During the break, I went inside the faculty room and had a chat with the other teachers in the Khoa Tieng Viet (Vietnamese Department). They spoke to me in Vietnamese which seemed to me a test in listening and speaking. The director of the department related our experience yesterday when he accompanied me and my teacher, Co Thu, to a fashion exhibit in Tran Hung Dao but was postponed for some unknown reason.

I noticed during my study in the Department that I am the only student who stays in the faculty room. During break time, I am often invited by the director to drink coffee in the room. Not that we talked about so many things, my Vietnamese is too academic to be conversational. But being with the teachers in the department allows me to observe first hand Vietnamese sensibilities and mind-set, make generalizations, and subject them to the readings on Vietnamese psychology that I encountered.
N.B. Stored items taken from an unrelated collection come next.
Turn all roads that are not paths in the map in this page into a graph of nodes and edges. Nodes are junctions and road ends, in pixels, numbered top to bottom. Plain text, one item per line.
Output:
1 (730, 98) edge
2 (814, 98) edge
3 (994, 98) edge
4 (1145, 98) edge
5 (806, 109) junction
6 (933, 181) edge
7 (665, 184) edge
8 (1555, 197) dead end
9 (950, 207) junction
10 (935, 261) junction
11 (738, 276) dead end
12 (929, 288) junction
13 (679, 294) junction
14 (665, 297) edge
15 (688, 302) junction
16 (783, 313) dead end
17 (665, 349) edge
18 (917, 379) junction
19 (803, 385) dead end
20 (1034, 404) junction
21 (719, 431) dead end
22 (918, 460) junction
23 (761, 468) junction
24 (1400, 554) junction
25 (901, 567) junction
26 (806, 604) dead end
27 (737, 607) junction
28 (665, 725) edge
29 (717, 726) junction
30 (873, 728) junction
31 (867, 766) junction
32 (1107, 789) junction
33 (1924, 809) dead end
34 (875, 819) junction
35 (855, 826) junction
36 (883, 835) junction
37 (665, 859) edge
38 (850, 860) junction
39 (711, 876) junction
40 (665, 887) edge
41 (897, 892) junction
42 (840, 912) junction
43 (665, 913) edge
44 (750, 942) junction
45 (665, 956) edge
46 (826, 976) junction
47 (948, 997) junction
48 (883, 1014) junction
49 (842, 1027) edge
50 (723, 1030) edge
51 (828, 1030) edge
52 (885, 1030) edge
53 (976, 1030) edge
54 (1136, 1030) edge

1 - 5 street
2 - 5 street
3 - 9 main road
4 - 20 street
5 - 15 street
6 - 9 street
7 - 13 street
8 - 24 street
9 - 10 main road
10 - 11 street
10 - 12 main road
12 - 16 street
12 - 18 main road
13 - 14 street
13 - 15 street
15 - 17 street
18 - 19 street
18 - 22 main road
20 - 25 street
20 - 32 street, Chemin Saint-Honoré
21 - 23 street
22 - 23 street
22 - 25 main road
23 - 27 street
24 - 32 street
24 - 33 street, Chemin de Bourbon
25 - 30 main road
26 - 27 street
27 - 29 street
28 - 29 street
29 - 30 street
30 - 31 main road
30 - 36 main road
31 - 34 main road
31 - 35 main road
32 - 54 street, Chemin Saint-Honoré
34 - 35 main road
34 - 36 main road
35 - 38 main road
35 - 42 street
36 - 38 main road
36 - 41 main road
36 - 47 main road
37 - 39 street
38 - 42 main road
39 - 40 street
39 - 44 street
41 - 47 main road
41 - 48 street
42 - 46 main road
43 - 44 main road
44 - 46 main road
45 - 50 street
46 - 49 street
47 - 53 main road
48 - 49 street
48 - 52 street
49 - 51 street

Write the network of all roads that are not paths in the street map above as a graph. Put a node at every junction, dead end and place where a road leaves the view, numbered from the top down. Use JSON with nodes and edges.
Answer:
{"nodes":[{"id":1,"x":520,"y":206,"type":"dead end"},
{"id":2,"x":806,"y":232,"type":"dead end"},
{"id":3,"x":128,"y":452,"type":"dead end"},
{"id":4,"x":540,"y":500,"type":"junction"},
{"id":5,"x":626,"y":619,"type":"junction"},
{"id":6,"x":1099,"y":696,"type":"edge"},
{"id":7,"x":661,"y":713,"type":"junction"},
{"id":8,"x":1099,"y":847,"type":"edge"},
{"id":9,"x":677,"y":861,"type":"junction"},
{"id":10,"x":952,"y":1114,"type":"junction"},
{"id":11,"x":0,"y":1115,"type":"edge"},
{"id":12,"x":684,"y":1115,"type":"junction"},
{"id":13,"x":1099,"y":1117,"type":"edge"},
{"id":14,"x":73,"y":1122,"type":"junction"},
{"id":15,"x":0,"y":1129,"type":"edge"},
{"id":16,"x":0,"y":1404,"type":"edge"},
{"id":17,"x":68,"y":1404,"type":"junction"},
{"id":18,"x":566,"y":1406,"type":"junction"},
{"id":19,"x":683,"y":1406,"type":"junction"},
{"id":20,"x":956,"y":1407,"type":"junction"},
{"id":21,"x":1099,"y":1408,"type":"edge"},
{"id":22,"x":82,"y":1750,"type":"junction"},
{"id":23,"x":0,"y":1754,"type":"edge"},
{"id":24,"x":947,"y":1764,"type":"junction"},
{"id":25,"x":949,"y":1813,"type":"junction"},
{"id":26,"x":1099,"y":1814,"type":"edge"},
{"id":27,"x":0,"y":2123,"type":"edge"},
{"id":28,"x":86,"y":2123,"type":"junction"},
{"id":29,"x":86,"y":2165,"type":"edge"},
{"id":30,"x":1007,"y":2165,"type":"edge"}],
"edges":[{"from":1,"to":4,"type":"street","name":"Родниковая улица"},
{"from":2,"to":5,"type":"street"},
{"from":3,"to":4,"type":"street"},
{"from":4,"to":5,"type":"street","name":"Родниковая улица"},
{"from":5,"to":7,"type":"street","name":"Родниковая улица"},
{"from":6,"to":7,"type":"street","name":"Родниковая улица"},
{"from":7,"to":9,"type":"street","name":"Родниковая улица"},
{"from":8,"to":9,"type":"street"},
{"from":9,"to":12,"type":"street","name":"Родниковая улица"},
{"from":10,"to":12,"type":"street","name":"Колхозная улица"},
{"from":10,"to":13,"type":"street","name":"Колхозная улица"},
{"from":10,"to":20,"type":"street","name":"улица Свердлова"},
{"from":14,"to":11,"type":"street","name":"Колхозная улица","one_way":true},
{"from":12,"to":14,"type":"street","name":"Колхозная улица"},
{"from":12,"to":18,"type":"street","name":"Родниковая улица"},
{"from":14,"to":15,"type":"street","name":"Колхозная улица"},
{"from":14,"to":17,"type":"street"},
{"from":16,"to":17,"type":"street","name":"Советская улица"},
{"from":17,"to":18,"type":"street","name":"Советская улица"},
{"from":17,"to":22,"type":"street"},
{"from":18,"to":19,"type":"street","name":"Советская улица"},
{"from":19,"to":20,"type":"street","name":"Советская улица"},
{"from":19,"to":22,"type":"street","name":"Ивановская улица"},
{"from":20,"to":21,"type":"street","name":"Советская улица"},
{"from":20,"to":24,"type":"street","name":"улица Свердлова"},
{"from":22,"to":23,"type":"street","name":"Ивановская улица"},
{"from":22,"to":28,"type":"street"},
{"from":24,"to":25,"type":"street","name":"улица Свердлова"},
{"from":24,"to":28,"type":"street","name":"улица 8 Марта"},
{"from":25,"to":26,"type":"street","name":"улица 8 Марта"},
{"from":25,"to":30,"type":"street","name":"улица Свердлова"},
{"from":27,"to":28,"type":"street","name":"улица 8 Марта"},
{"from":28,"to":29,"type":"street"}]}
Being a teacher in Vietnam is being underpaid, stressed, and not given enough recognition the job (or vocation as my mother calls it. She is also a teacher) deserves. So occasions like this allow the Vietnamese society to recognize their teachers who have been toiling to not only pass on the knowledge but also inspire the students to dream.

Receiving flowers is already too much for me. Being told I teach well is already beyond my expectation. Just seeing them getting thirstier for knowledge the more I share to them what I know, that thing fulfills me as a teacher.